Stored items
——

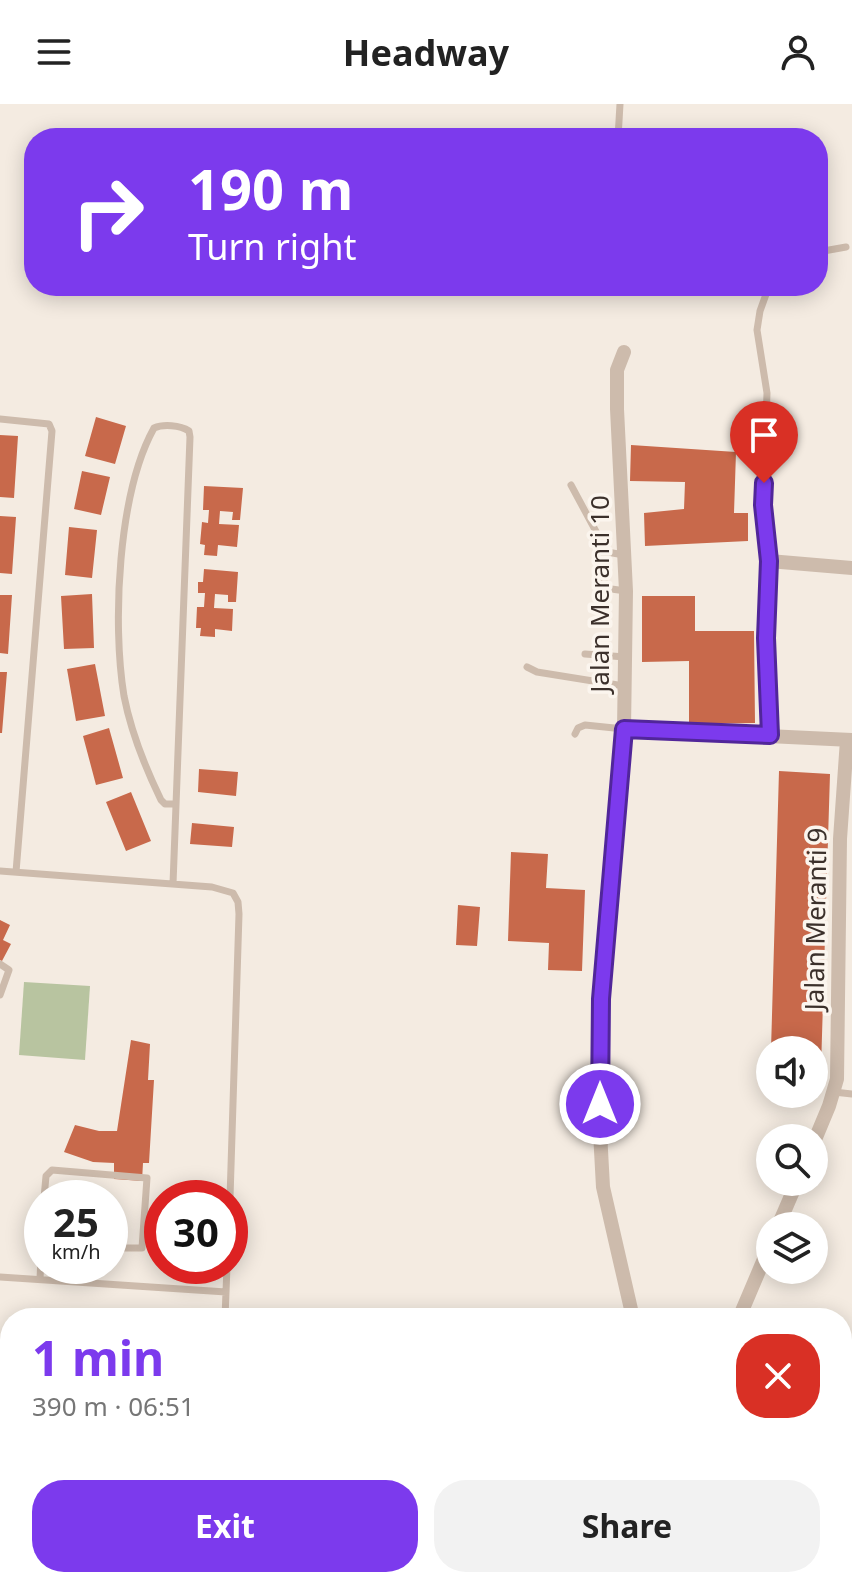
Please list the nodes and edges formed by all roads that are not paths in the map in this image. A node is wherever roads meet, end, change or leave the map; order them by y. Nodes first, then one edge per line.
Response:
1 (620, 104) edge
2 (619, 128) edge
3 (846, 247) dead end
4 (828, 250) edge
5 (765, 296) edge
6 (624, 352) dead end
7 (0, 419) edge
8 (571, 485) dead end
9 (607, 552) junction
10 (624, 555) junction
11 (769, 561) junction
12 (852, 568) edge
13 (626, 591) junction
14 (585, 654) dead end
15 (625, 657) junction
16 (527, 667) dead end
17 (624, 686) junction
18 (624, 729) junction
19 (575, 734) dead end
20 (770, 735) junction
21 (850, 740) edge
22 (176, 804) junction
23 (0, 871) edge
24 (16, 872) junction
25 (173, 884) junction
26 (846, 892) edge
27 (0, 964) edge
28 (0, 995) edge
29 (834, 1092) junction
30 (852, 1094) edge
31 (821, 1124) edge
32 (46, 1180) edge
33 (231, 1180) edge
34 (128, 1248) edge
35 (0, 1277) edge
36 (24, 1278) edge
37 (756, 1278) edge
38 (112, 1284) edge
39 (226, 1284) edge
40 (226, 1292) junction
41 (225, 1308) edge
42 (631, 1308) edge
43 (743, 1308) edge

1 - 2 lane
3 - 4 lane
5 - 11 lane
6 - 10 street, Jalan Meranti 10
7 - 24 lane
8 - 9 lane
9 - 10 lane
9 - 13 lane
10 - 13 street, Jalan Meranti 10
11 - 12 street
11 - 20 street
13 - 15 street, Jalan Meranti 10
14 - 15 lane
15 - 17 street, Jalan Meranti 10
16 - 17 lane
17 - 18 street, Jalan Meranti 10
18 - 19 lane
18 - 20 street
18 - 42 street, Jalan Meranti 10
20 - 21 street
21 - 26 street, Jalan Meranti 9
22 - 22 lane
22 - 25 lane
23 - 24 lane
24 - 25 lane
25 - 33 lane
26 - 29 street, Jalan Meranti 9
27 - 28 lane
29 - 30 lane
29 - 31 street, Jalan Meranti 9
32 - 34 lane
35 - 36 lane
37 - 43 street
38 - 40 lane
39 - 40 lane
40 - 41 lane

——

Show all lines above holding the word "Meranti".

6 - 10 street, Jalan Meranti 10
10 - 13 street, Jalan Meranti 10
13 - 15 street, Jalan Meranti 10
15 - 17 street, Jalan Meranti 10
17 - 18 street, Jalan Meranti 10
18 - 42 street, Jalan Meranti 10
21 - 26 street, Jalan Meranti 9
26 - 29 street, Jalan Meranti 9
29 - 31 street, Jalan Meranti 9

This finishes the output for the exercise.